[Dataset entries]

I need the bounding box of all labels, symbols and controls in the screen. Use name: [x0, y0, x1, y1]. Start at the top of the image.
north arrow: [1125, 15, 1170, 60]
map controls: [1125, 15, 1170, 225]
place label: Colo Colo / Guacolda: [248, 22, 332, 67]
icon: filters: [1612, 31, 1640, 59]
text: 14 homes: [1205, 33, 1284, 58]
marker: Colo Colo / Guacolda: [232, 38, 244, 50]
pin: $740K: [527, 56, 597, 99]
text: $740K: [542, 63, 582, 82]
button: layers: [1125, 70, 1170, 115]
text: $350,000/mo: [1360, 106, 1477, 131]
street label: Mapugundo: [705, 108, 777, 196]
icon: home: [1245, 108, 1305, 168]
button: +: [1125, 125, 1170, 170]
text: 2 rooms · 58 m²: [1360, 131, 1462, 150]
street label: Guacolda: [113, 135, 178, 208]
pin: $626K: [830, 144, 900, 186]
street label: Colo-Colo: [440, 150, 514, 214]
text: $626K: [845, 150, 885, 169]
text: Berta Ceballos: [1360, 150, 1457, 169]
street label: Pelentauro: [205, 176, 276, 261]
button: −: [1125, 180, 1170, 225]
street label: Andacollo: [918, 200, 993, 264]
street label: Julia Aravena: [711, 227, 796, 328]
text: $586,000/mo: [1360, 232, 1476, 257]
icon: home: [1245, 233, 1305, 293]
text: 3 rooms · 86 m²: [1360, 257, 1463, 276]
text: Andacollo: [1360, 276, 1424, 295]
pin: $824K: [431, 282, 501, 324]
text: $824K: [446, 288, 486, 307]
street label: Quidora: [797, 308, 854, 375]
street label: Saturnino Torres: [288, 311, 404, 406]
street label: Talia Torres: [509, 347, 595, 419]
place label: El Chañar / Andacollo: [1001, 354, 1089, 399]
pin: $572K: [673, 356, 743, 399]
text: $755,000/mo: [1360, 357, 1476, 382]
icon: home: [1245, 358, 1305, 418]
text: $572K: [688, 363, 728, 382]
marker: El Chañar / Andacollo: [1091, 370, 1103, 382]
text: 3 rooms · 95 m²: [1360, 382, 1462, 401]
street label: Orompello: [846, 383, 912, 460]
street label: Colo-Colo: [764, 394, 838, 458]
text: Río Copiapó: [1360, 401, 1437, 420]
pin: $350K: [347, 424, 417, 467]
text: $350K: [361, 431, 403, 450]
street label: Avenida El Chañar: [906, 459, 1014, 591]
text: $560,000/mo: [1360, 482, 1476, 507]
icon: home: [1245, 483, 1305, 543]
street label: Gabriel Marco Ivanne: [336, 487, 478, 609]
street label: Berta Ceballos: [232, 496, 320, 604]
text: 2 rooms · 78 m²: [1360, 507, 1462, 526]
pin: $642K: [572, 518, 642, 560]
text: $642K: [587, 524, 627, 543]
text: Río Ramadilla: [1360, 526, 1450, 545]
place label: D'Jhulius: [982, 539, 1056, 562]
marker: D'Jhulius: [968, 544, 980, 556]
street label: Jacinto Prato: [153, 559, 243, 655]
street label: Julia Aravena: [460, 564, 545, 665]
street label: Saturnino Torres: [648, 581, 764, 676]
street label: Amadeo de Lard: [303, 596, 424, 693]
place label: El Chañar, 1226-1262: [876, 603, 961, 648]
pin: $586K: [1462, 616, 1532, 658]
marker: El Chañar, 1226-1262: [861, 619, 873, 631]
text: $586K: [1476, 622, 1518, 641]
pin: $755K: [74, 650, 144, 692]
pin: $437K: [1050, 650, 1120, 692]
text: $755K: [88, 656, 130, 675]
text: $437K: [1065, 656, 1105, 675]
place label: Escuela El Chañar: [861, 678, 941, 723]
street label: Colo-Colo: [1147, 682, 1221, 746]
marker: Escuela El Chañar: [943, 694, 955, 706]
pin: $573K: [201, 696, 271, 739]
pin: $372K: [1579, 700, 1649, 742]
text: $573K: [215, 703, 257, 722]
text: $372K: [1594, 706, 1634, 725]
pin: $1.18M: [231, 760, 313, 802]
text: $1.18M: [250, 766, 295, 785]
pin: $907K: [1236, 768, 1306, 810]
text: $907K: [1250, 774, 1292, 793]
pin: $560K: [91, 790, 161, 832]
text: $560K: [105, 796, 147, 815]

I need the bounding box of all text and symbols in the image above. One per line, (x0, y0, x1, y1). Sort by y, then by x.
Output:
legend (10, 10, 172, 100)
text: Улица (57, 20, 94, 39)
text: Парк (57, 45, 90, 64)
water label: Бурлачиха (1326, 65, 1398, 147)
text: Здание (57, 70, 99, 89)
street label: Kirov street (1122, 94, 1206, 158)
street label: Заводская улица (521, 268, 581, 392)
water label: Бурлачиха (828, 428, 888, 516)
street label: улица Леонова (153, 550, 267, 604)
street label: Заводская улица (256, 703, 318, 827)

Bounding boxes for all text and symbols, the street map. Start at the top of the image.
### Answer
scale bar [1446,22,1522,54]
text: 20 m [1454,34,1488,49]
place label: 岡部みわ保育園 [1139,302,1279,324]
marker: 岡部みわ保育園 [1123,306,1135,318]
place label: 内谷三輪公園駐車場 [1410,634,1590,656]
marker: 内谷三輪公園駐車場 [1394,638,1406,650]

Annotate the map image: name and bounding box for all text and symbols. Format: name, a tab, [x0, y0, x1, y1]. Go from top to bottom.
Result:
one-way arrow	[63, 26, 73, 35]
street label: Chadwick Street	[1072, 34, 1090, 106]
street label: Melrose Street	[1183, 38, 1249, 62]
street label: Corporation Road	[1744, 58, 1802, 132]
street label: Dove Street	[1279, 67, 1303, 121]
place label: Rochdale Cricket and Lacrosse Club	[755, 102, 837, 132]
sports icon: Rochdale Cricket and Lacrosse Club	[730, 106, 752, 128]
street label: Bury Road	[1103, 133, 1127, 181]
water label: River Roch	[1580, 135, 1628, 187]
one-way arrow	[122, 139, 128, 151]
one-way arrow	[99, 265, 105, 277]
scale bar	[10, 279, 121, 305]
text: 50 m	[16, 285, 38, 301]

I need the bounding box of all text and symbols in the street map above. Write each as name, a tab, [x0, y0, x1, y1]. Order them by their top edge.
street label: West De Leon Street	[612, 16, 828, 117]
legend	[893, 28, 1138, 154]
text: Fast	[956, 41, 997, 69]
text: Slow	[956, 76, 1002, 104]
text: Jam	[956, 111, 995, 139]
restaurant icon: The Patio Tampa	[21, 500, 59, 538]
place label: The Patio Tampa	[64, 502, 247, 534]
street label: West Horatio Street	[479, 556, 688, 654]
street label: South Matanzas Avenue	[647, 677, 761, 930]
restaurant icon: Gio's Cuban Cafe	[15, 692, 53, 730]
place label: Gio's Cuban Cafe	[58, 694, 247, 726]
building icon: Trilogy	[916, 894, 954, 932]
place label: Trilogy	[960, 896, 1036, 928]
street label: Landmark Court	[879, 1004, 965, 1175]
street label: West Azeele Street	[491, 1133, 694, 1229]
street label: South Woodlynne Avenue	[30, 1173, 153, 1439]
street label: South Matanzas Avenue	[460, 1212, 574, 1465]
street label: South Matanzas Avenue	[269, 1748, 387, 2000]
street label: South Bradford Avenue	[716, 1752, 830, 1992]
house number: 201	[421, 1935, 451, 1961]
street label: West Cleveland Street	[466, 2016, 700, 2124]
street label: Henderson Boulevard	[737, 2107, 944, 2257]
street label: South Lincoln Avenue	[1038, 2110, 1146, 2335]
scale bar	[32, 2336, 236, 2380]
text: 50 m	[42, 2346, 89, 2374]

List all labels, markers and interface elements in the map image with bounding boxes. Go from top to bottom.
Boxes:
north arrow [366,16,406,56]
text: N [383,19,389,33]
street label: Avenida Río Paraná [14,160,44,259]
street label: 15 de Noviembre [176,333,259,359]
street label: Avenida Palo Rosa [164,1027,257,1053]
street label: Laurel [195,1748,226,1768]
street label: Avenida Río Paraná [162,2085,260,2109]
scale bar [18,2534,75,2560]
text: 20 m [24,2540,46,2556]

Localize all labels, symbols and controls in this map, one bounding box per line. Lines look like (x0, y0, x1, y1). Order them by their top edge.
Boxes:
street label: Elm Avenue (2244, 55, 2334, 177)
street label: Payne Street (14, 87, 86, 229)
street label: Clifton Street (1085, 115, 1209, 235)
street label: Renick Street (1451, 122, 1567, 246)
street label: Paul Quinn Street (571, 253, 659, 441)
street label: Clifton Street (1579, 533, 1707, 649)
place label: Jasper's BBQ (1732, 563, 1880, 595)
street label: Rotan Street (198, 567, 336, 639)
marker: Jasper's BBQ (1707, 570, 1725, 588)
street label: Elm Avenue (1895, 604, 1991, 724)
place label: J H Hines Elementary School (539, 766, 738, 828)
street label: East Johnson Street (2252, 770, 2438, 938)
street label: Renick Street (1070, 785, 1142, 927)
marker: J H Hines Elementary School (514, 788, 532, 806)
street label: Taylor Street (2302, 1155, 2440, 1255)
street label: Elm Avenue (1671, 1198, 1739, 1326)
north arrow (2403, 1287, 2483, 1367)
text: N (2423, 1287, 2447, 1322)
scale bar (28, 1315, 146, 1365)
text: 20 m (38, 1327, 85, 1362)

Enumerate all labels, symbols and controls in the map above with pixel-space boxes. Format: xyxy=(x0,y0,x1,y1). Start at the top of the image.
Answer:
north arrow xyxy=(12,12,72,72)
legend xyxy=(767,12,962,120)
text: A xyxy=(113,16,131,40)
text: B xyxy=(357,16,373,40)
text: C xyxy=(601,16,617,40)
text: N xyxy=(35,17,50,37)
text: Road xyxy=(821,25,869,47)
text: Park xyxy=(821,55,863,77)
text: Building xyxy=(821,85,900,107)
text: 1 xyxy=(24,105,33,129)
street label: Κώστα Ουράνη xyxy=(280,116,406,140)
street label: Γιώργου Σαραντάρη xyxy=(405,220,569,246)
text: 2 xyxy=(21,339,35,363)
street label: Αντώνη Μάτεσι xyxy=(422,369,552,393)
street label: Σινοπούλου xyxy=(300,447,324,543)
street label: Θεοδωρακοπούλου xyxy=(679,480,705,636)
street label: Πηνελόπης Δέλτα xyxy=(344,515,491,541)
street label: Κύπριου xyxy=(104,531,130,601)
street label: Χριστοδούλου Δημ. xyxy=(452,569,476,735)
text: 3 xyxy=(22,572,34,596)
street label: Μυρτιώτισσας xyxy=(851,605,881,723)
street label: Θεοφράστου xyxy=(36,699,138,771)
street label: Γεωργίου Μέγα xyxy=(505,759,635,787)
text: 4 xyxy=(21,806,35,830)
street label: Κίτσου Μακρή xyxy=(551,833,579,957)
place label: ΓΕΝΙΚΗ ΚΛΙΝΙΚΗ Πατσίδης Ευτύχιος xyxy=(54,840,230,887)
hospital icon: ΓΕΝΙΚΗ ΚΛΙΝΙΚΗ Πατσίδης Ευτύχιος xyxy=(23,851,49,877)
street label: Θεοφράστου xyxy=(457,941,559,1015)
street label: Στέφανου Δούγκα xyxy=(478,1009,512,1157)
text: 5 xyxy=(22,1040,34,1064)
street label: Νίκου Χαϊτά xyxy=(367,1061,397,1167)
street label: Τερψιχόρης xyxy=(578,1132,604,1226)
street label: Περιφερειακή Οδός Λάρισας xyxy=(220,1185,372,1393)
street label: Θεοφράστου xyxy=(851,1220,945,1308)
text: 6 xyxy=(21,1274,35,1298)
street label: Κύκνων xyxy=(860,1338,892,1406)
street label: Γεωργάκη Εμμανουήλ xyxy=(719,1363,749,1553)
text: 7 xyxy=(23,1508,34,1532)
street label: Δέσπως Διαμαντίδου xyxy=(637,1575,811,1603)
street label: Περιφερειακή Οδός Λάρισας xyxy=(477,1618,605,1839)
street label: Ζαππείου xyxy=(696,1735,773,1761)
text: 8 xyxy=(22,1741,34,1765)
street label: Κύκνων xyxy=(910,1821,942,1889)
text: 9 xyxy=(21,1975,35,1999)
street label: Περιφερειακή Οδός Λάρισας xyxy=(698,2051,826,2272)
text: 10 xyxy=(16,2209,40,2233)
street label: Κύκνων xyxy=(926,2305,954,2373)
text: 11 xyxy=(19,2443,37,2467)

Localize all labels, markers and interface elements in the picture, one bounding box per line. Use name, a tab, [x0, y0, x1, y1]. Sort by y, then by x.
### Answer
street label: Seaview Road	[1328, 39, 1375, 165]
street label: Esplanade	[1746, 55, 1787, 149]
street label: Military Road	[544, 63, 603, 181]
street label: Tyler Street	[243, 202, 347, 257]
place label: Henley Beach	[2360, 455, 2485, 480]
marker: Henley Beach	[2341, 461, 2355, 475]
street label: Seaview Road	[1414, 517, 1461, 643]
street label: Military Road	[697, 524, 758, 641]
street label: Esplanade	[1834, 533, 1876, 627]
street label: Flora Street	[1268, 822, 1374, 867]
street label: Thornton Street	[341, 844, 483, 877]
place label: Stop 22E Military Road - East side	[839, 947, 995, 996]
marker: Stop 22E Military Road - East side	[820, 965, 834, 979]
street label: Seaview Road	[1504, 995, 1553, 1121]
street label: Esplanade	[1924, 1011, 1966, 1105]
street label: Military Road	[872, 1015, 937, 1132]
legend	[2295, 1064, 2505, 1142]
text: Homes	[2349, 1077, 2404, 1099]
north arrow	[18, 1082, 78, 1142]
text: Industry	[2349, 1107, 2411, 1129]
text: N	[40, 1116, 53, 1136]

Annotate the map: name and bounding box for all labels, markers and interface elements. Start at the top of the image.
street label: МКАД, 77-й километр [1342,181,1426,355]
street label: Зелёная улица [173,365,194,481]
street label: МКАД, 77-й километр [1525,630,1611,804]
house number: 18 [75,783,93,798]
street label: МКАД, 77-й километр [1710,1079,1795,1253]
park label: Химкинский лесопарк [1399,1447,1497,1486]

[/Dataset entries]

▶ **Instructions to follow**: Using the data above, extract exactly the lines from the one that holds "Localize all labels, symbols" to the one that holds "Enumerate all labels, symbols", both ends included, and no others.

▶ **Task result**:
Localize all labels, symbols and controls in this map, one bounding box per line. Lines look like (x0, y0, x1, y1). Order them by their top edge.
Boxes:
street label: Elm Avenue (2244, 55, 2334, 177)
street label: Payne Street (14, 87, 86, 229)
street label: Clifton Street (1085, 115, 1209, 235)
street label: Renick Street (1451, 122, 1567, 246)
street label: Paul Quinn Street (571, 253, 659, 441)
street label: Clifton Street (1579, 533, 1707, 649)
place label: Jasper's BBQ (1732, 563, 1880, 595)
street label: Rotan Street (198, 567, 336, 639)
marker: Jasper's BBQ (1707, 570, 1725, 588)
street label: Elm Avenue (1895, 604, 1991, 724)
place label: J H Hines Elementary School (539, 766, 738, 828)
street label: East Johnson Street (2252, 770, 2438, 938)
street label: Renick Street (1070, 785, 1142, 927)
marker: J H Hines Elementary School (514, 788, 532, 806)
street label: Taylor Street (2302, 1155, 2440, 1255)
street label: Elm Avenue (1671, 1198, 1739, 1326)
north arrow (2403, 1287, 2483, 1367)
text: N (2423, 1287, 2447, 1322)
scale bar (28, 1315, 146, 1365)
text: 20 m (38, 1327, 85, 1362)

Enumerate all labels, symbols and controls in the map above with pixel-space boxes. Format: xyxy=(x0,y0,x1,y1). Start at the top of the image.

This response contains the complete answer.